*** Provided entries
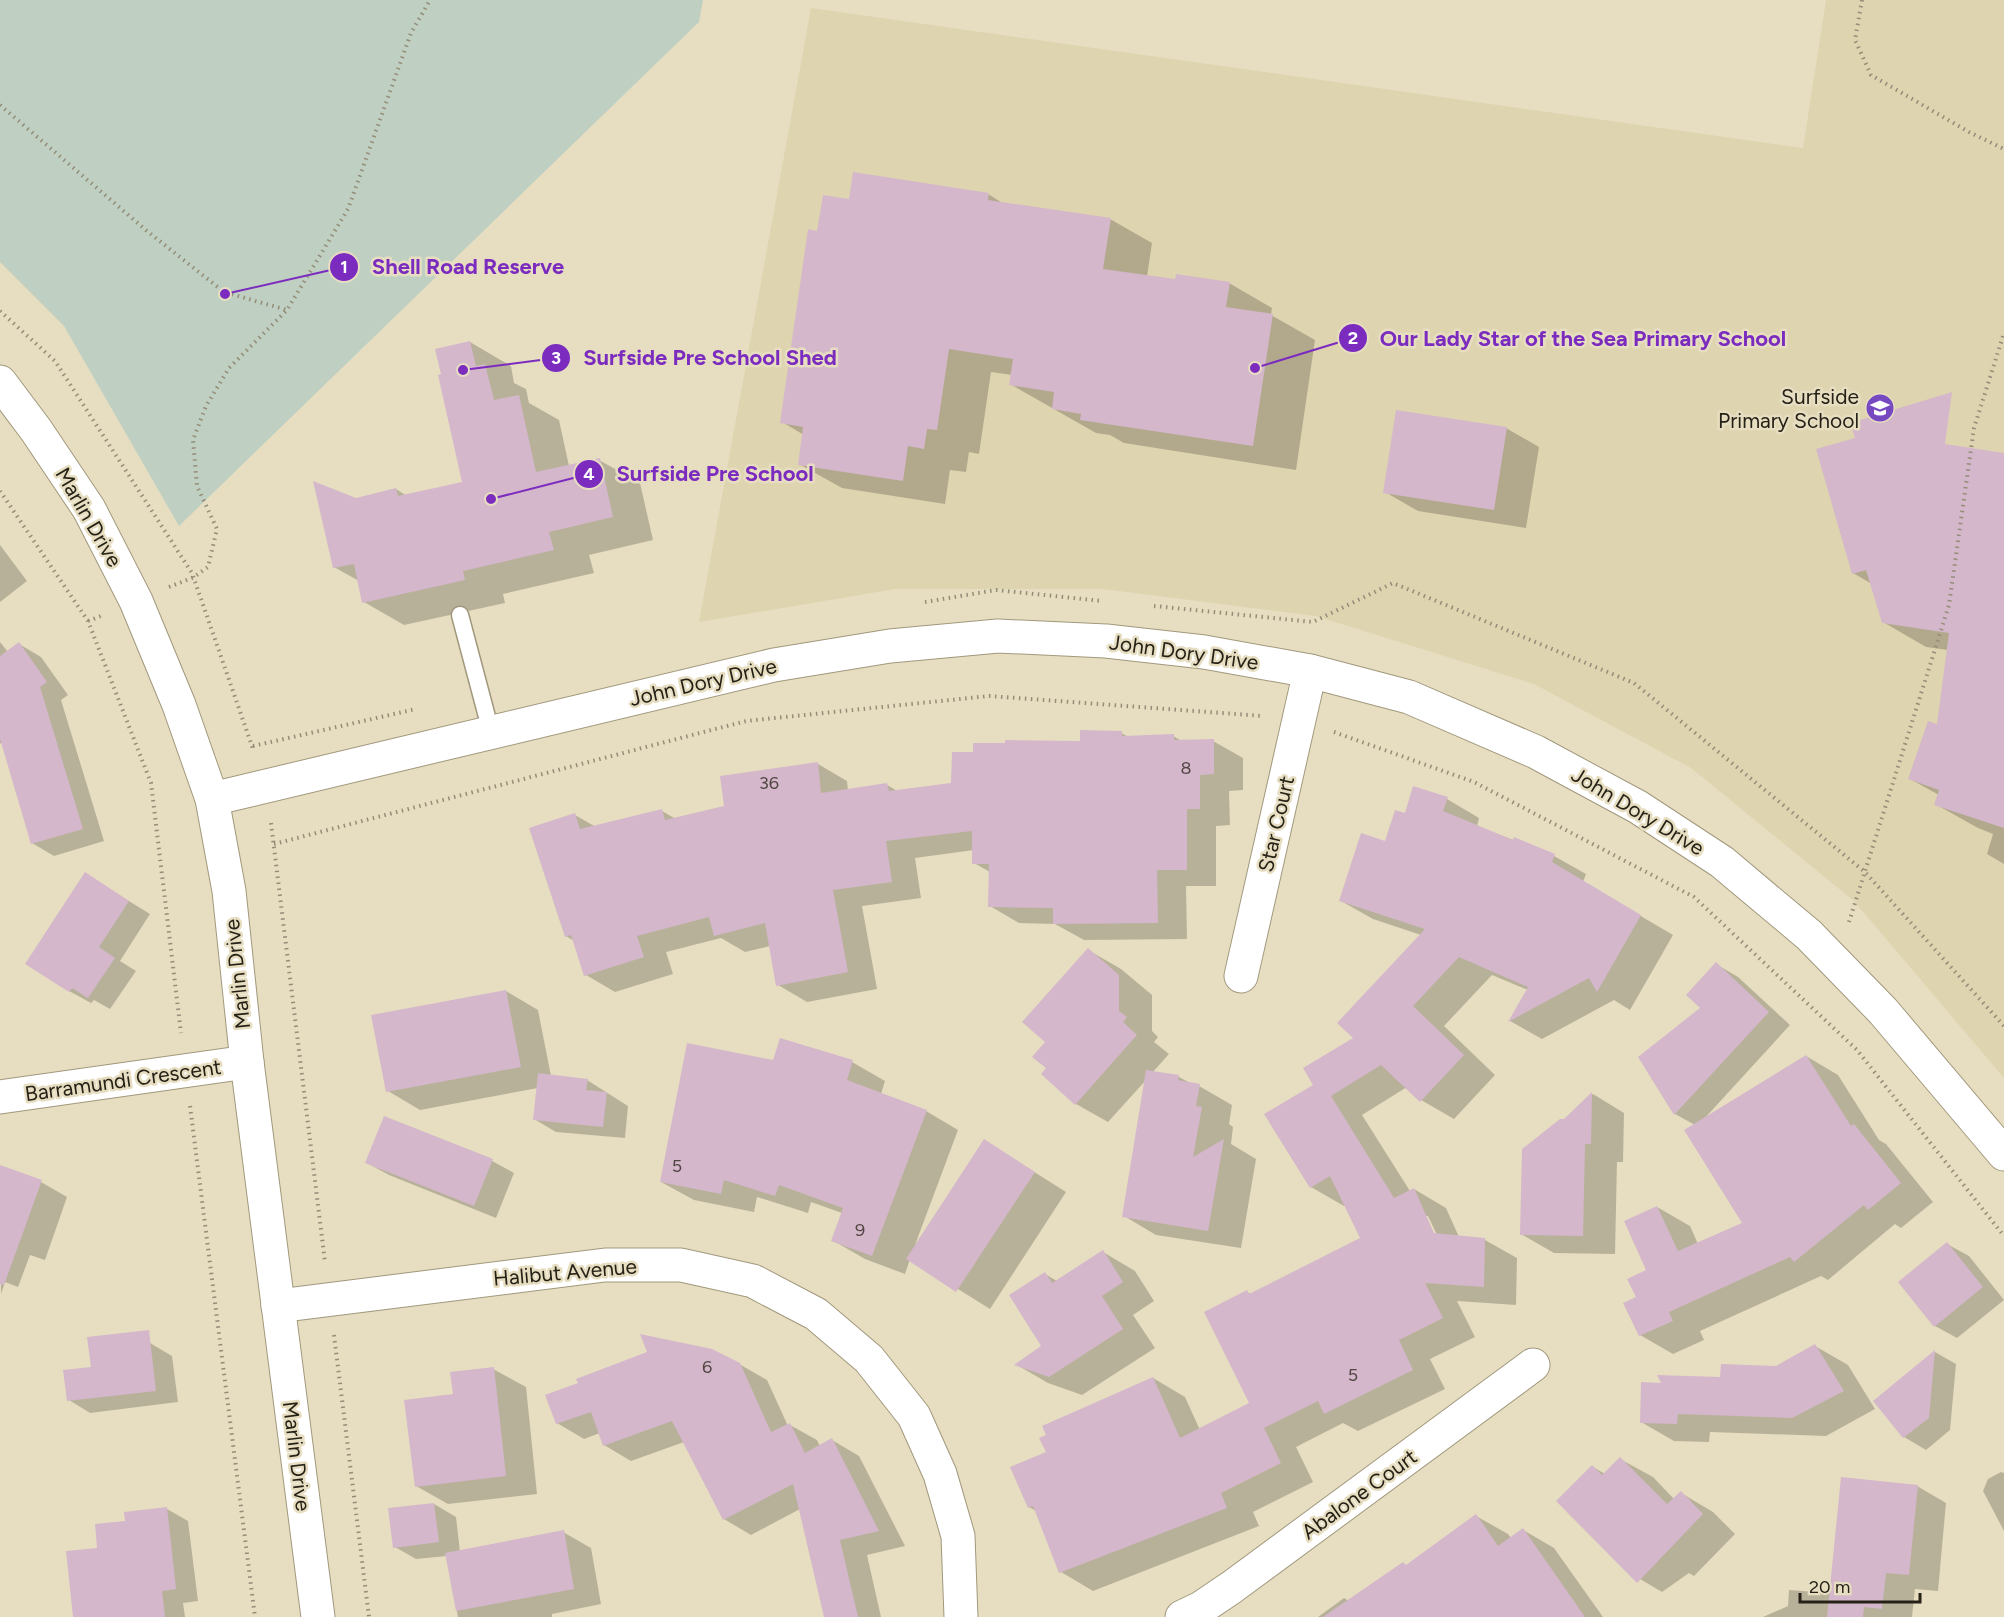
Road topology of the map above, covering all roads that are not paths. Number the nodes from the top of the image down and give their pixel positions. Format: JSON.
{"nodes":[{"id":1,"x":0,"y":382,"type":"edge"},
{"id":2,"x":460,"y":615,"type":"dead end"},
{"id":3,"x":1310,"y":671,"type":"junction"},
{"id":4,"x":491,"y":732,"type":"junction"},
{"id":5,"x":212,"y":799,"type":"junction"},
{"id":6,"x":1241,"y":976,"type":"dead end"},
{"id":7,"x":247,"y":1062,"type":"junction"},
{"id":8,"x":0,"y":1097,"type":"edge"},
{"id":9,"x":2004,"y":1154,"type":"edge"},
{"id":10,"x":278,"y":1306,"type":"junction"},
{"id":11,"x":1533,"y":1365,"type":"dead end"},
{"id":12,"x":318,"y":1617,"type":"edge"},
{"id":13,"x":961,"y":1617,"type":"edge"},
{"id":14,"x":1182,"y":1617,"type":"edge"}],
"edges":[{"from":1,"to":5,"type":"street","name":"Marlin Drive"},
{"from":2,"to":4,"type":"lane"},
{"from":3,"to":4,"type":"street","name":"John Dory Drive"},
{"from":3,"to":6,"type":"street","name":"Star Court"},
{"from":3,"to":9,"type":"street","name":"John Dory Drive"},
{"from":4,"to":5,"type":"street","name":"John Dory Drive"},
{"from":5,"to":7,"type":"street","name":"Marlin Drive"},
{"from":7,"to":8,"type":"street","name":"Barramundi Crescent"},
{"from":7,"to":10,"type":"street","name":"Marlin Drive"},
{"from":10,"to":12,"type":"street","name":"Marlin Drive"},
{"from":10,"to":13,"type":"street","name":"Halibut Avenue"},
{"from":11,"to":14,"type":"street","name":"Abalone Court"}]}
******
Activity.
Would you write out an exact copy of the entries above, with no images?

Solution.
Road topology of the map above, covering all roads that are not paths. Number the nodes from the top of the image down and give their pixel positions. Format: JSON.
{"nodes":[{"id":1,"x":0,"y":382,"type":"edge"},
{"id":2,"x":460,"y":615,"type":"dead end"},
{"id":3,"x":1310,"y":671,"type":"junction"},
{"id":4,"x":491,"y":732,"type":"junction"},
{"id":5,"x":212,"y":799,"type":"junction"},
{"id":6,"x":1241,"y":976,"type":"dead end"},
{"id":7,"x":247,"y":1062,"type":"junction"},
{"id":8,"x":0,"y":1097,"type":"edge"},
{"id":9,"x":2004,"y":1154,"type":"edge"},
{"id":10,"x":278,"y":1306,"type":"junction"},
{"id":11,"x":1533,"y":1365,"type":"dead end"},
{"id":12,"x":318,"y":1617,"type":"edge"},
{"id":13,"x":961,"y":1617,"type":"edge"},
{"id":14,"x":1182,"y":1617,"type":"edge"}],
"edges":[{"from":1,"to":5,"type":"street","name":"Marlin Drive"},
{"from":2,"to":4,"type":"lane"},
{"from":3,"to":4,"type":"street","name":"John Dory Drive"},
{"from":3,"to":6,"type":"street","name":"Star Court"},
{"from":3,"to":9,"type":"street","name":"John Dory Drive"},
{"from":4,"to":5,"type":"street","name":"John Dory Drive"},
{"from":5,"to":7,"type":"street","name":"Marlin Drive"},
{"from":7,"to":8,"type":"street","name":"Barramundi Crescent"},
{"from":7,"to":10,"type":"street","name":"Marlin Drive"},
{"from":10,"to":12,"type":"street","name":"Marlin Drive"},
{"from":10,"to":13,"type":"street","name":"Halibut Avenue"},
{"from":11,"to":14,"type":"street","name":"Abalone Court"}]}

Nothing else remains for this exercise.